The forces of climate change denial were cocky after the Liberals won "the climate election", with some even claiming the issue was dead.
This was delusional thinking. A single hot summer was always going to pull the rug out from under them and hammer home the fact that climate
change is real and happening. Before summer had even started climate change was back and big. The question of the moment is: what should we
be doing?
The Melbourne Anarchist Communist Group believes that the School Strike for Climate movement has great potential and that it should be
joined wholeheartedly by the unions. School strikes should be turned into workers' strikes. In Australia, the next global school strike day
should be the occasion for mass co-ordinated strikes by workers from as many industries as possible. They should build towards a general
strike.

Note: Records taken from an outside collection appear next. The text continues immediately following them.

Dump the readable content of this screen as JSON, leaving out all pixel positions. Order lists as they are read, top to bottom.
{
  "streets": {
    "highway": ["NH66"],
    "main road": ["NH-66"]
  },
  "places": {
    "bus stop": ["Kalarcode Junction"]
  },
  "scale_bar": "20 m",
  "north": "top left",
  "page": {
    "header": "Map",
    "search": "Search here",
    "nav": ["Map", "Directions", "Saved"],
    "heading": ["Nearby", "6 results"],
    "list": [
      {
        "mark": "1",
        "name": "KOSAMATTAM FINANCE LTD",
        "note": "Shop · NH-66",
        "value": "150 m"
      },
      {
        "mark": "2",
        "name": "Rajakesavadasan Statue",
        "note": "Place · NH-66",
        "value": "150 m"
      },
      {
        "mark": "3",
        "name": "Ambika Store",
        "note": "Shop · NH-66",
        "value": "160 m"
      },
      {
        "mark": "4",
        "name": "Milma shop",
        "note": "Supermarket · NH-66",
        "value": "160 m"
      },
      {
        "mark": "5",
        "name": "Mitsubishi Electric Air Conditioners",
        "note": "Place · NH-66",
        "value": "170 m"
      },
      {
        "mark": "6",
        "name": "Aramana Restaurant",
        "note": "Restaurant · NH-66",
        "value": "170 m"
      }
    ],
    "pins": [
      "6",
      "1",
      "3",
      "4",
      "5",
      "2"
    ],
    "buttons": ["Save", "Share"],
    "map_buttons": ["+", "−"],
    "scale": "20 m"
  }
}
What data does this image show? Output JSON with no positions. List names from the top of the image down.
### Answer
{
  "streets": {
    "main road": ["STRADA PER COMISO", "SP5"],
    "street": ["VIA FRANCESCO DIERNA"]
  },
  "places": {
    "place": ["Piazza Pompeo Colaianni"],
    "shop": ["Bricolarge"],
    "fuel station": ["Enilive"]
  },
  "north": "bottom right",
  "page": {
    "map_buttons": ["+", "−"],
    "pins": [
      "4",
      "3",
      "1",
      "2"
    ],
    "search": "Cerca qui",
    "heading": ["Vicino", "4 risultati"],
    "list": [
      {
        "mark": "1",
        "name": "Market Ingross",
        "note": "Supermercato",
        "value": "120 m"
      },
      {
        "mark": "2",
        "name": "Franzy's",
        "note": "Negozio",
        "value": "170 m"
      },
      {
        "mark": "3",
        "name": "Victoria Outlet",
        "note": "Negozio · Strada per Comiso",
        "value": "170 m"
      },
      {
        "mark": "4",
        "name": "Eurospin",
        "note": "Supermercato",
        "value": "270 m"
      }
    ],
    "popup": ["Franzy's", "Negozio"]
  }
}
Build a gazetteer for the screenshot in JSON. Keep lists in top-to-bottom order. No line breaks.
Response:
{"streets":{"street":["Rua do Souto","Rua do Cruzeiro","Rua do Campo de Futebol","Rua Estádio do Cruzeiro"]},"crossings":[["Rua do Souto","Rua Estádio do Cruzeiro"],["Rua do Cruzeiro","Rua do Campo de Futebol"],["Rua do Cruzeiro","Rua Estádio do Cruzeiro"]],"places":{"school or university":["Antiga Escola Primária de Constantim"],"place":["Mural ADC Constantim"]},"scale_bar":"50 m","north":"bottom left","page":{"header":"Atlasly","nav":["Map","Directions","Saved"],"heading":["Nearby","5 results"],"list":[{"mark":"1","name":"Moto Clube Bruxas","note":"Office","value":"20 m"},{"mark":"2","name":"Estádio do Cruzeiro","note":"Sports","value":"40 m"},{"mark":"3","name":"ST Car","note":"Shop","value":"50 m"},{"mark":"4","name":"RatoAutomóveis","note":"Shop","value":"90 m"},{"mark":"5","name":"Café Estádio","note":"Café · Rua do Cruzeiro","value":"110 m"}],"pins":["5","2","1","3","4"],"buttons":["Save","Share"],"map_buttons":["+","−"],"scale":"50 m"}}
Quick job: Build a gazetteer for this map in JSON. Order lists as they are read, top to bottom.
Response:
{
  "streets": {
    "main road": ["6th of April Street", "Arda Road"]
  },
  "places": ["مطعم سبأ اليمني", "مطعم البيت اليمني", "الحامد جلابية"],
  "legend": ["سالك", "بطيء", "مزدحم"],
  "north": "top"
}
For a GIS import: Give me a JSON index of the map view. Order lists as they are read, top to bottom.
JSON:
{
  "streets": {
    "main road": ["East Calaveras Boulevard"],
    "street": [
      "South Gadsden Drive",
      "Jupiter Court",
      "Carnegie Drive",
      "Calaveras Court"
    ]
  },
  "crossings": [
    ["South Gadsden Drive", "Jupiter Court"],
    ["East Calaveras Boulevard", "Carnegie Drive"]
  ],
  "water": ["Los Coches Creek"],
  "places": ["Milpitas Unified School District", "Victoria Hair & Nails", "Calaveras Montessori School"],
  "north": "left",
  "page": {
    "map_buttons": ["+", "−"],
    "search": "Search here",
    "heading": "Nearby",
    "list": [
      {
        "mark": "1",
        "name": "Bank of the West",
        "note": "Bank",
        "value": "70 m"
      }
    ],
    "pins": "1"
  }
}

The power of capital arises in the workplace and it is only by organising there that workers can wrench power away from the
capitalists and wield it themselves.
To achieve this objective, Anarchists need to be active in their unions, pushing for rank and file groups to work with communities in
planning for a Just Transition. They should also be forming rank and file groups to press their unions to join the strike movement. These
groups also need to be ready to bypass the officials if they won't act. The capitalists won't save us - the workers have to do it themselves.